Record set.
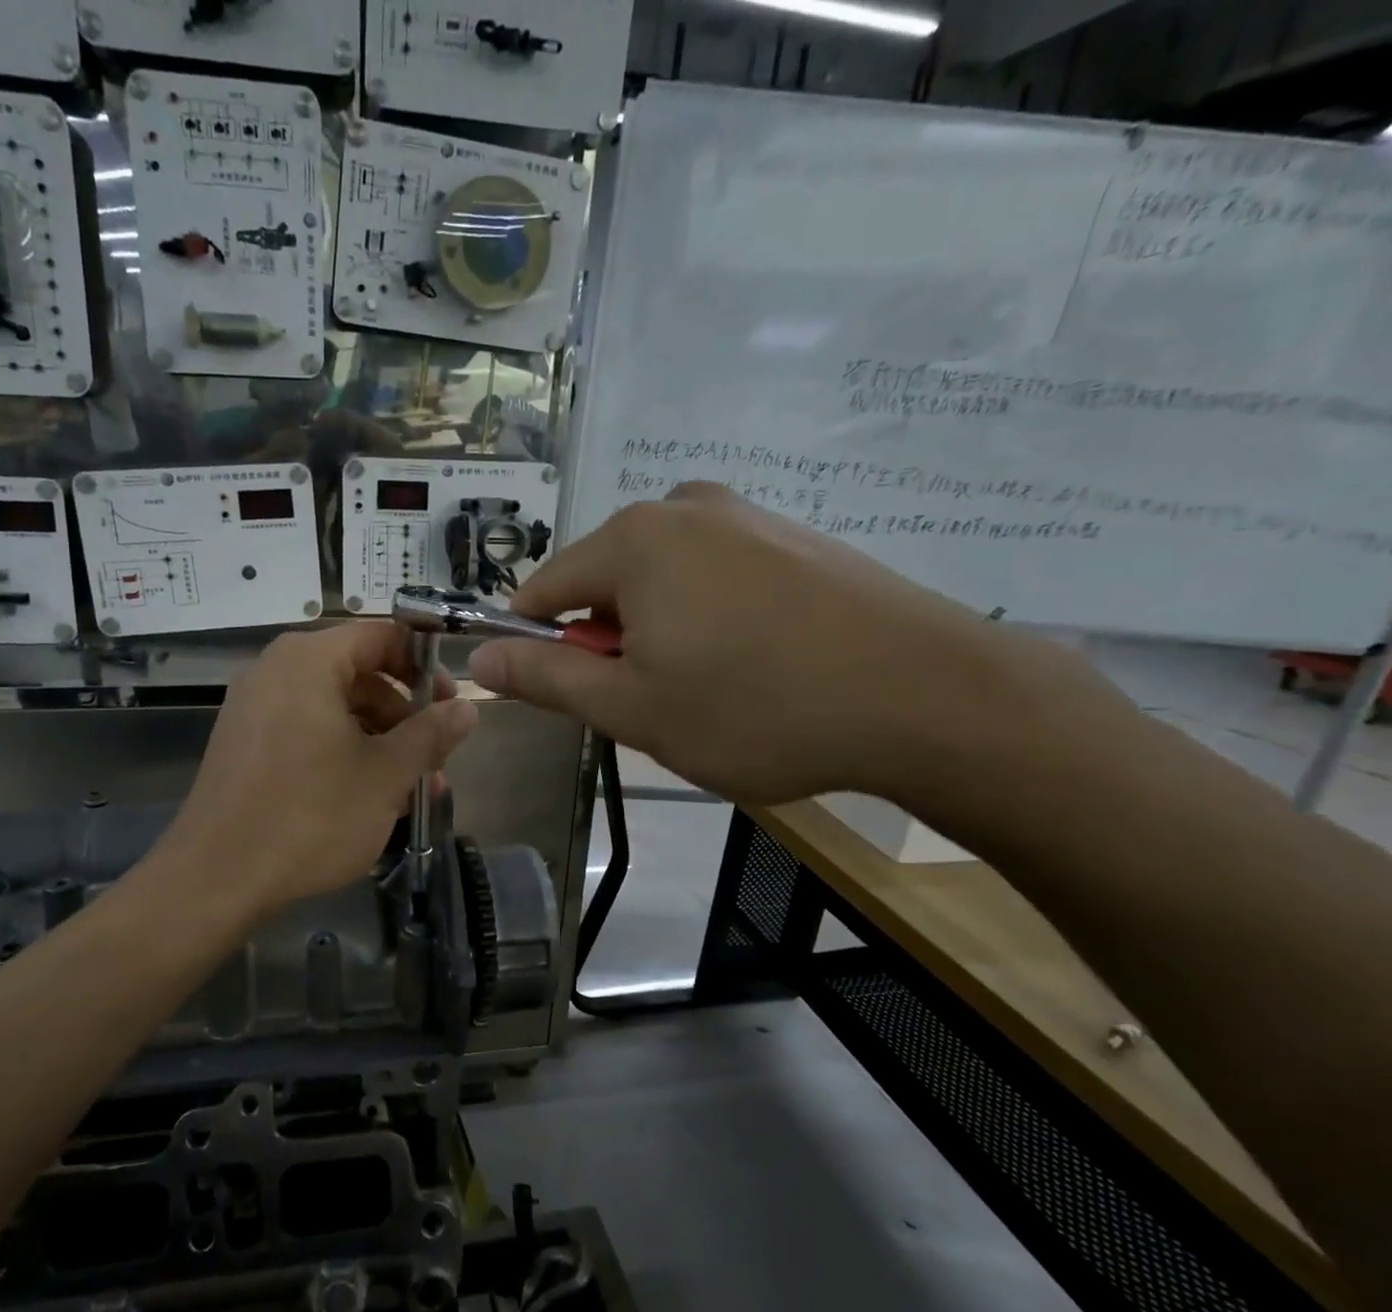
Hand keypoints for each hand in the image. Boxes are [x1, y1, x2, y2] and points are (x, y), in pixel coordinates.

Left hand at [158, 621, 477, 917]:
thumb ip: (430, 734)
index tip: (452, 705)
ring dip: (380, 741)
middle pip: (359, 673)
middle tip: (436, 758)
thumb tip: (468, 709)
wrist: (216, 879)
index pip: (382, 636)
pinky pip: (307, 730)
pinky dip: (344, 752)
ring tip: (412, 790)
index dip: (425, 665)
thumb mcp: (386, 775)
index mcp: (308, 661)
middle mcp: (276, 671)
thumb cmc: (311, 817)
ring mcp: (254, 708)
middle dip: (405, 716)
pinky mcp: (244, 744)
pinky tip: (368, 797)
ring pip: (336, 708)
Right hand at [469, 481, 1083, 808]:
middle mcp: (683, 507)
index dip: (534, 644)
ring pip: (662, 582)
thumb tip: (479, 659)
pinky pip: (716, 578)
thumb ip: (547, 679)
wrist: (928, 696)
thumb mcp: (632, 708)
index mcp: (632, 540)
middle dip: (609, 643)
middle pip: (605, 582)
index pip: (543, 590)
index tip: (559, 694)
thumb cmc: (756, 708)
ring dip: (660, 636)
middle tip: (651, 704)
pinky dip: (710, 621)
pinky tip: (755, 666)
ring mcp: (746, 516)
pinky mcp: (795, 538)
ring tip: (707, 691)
* * *
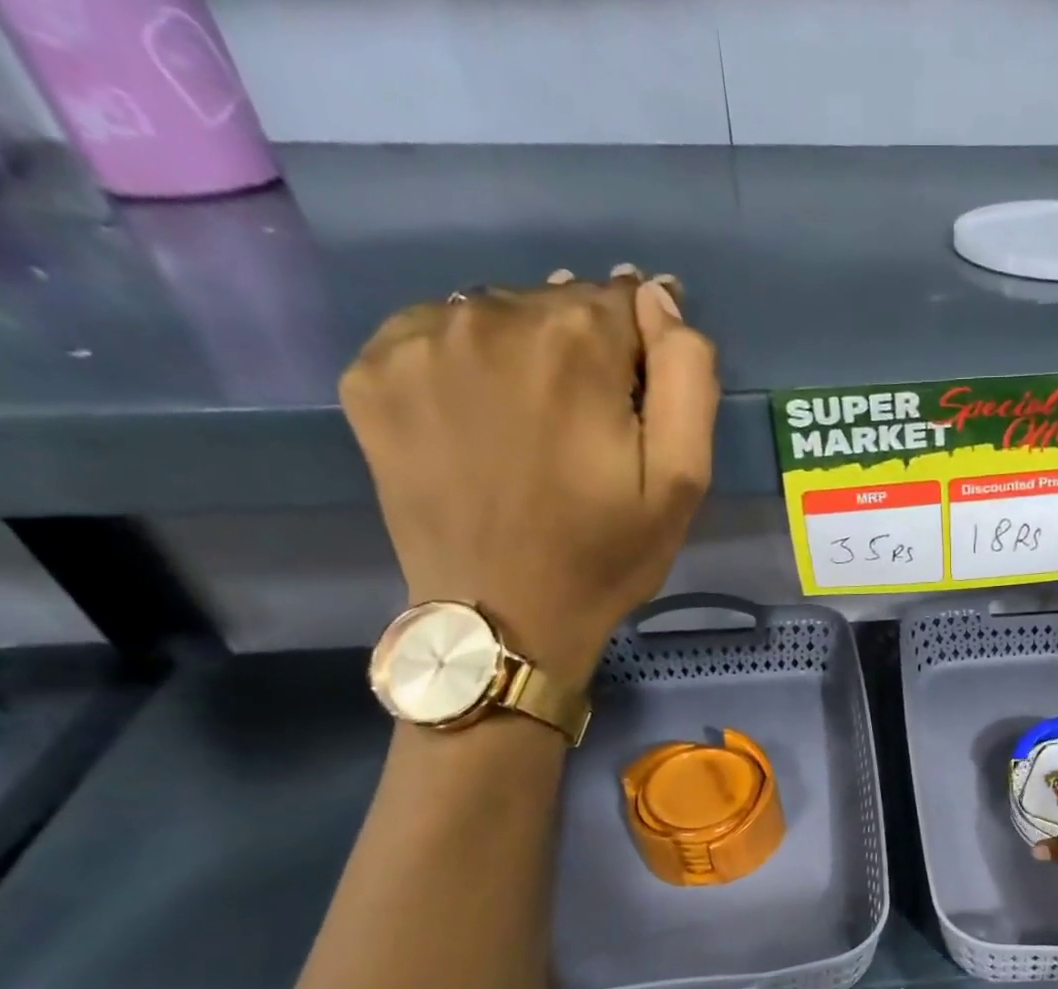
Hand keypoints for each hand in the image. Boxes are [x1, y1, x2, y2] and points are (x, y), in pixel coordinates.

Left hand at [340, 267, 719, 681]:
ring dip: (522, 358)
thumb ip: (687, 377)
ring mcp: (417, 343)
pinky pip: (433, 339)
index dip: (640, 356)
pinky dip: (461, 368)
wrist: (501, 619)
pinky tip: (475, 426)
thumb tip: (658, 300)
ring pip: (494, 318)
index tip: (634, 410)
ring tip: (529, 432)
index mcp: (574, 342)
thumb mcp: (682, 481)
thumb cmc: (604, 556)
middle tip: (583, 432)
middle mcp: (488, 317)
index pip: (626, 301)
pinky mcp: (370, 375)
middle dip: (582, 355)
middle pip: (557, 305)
...
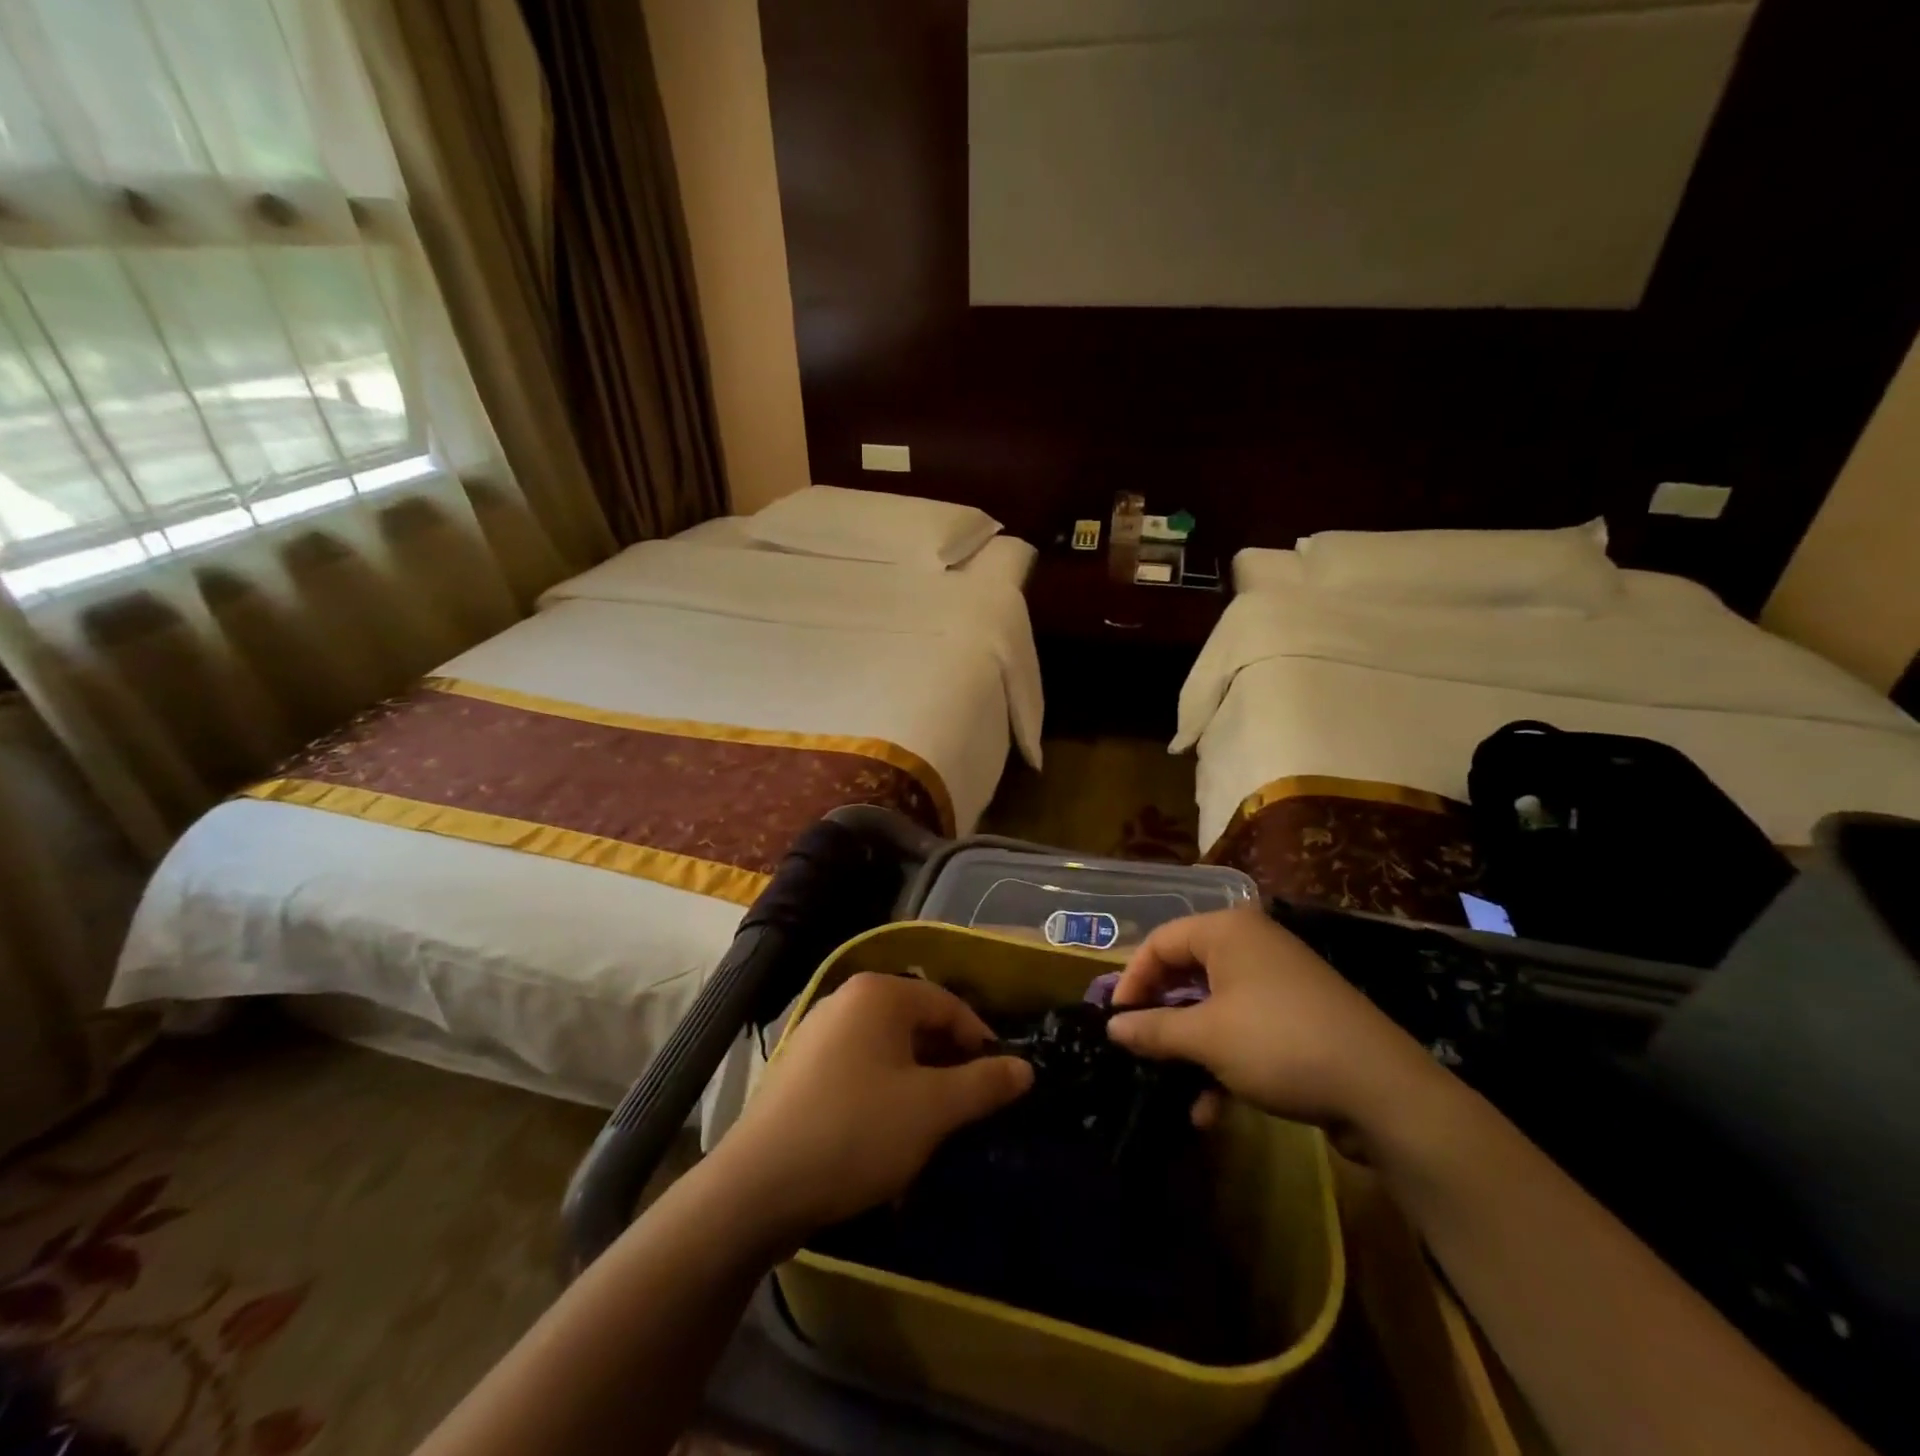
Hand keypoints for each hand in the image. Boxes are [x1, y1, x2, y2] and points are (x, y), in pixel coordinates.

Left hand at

What the exercise asks. Reproduce exactly the lines of the records above from the one with "middle mcp: (488, 317)" to the one with "middle pip: (557, 305)", both included, and leave out everything else.

Problem solution.
middle mcp: (488, 317)
index pip: (626, 301)
pinky mcp: (370, 375)
middle dip: (582, 355)
middle pip: (557, 305)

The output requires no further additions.